Jaybird180
Final Approach
So the suggestion now is to commit a lie of omission? Why not do the instrument training required for your CPL, log it, and include a not that it is being done per FAR FAR §61.129 (i)? It is perfectly legal, involves no streching of the facts, and even meets the spirit of the law.
Jim
I wasn't suggesting anything so Machiavellian, however I was suggesting that even Cap'n Ron's olfactory senses would not detect this as suggested above and now confirmed below.
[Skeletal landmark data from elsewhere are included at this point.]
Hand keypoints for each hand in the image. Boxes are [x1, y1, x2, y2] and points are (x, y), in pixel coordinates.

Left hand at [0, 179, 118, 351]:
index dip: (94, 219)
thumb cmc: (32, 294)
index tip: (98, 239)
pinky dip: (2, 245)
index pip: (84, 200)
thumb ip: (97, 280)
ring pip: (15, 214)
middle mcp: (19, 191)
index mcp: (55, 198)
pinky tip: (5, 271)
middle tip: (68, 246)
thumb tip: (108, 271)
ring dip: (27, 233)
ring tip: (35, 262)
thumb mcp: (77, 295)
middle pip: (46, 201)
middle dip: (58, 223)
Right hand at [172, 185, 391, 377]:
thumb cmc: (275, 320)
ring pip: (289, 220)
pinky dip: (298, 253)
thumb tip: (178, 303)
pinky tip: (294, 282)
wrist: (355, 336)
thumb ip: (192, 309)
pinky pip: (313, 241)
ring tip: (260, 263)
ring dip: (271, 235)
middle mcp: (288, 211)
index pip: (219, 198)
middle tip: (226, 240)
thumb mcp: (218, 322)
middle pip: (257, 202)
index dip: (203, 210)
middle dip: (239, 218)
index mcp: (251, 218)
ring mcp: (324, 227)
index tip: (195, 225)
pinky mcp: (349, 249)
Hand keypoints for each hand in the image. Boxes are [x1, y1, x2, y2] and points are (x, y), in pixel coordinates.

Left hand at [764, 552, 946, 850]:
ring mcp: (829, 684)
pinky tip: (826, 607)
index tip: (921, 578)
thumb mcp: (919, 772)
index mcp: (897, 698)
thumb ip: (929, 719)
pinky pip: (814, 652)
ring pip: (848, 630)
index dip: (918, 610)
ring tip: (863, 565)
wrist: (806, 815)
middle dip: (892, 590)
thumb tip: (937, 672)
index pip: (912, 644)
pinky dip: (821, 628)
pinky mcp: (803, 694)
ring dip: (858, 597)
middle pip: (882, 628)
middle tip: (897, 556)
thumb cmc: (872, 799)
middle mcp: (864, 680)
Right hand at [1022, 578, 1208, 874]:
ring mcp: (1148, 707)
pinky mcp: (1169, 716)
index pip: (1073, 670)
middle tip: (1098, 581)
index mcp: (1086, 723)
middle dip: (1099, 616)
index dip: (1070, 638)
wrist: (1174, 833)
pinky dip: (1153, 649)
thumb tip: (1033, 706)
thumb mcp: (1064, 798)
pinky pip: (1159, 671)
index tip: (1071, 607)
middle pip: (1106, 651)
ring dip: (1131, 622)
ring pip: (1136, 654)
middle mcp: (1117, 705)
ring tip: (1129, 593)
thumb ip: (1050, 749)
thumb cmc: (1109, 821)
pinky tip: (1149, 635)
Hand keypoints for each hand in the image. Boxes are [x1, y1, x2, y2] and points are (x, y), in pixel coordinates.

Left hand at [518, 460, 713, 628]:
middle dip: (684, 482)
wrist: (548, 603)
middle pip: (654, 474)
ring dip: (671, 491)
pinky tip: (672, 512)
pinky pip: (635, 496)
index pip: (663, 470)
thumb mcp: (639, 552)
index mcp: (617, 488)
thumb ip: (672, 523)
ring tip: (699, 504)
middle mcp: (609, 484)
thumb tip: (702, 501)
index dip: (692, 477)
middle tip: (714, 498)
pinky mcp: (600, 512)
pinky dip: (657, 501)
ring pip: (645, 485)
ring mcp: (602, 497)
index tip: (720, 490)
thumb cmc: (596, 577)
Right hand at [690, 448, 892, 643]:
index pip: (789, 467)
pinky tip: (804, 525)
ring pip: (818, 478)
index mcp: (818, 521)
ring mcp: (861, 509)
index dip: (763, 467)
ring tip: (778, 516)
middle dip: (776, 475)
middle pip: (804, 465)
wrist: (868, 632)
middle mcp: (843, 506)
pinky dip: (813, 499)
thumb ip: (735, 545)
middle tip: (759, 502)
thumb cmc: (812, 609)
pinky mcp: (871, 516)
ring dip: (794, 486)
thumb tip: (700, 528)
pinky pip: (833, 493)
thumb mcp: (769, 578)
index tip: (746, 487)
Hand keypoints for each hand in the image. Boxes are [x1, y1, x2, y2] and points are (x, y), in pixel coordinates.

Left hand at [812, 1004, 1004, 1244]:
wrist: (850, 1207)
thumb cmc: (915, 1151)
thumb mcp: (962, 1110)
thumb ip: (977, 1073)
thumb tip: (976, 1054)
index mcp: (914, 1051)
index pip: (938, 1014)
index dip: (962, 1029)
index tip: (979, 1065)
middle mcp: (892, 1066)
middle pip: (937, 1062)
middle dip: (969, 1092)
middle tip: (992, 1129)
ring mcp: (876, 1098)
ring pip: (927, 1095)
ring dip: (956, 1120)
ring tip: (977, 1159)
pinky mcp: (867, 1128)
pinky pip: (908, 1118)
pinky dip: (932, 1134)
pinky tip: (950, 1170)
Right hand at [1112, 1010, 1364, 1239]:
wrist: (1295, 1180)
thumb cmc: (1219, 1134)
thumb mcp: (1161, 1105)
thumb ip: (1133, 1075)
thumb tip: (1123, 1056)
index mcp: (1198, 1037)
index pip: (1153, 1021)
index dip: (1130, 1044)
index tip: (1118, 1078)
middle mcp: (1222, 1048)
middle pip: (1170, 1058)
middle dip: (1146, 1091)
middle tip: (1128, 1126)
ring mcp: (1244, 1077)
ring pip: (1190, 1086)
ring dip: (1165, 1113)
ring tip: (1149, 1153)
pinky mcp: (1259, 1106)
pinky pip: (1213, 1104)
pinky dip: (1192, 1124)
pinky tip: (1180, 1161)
Assuming the TSA interpretation really does cover what we have always called "intro" or "discovery" flights, I agree. However, if the person comes to me and says, "I'm starting on my instrument training, and I'd like you to give me an instrument training flight to see if you're the instructor with whom I want to fly," then that plausible deniability goes out the window. OTOH, if someone comes to me and says as Jim suggests, "I want to start on my Commercial, and I'm auditioning instructors, so can you give me a 61.129(a)(3)(i) lesson to see if I want to hire you permanently)?", I'm off the hook and happy to do it without further ado (and you can bet it will be logged appropriately when we're done). If they come back after that and say, "Well, I've decide to do my IR first," we can at that point take care of whatever 49 CFR Part 1552 paperwork is appropriate before going further.
Yeah, it may be picky, but it's what I as an instructor need to do to be sure TSA stays off my back.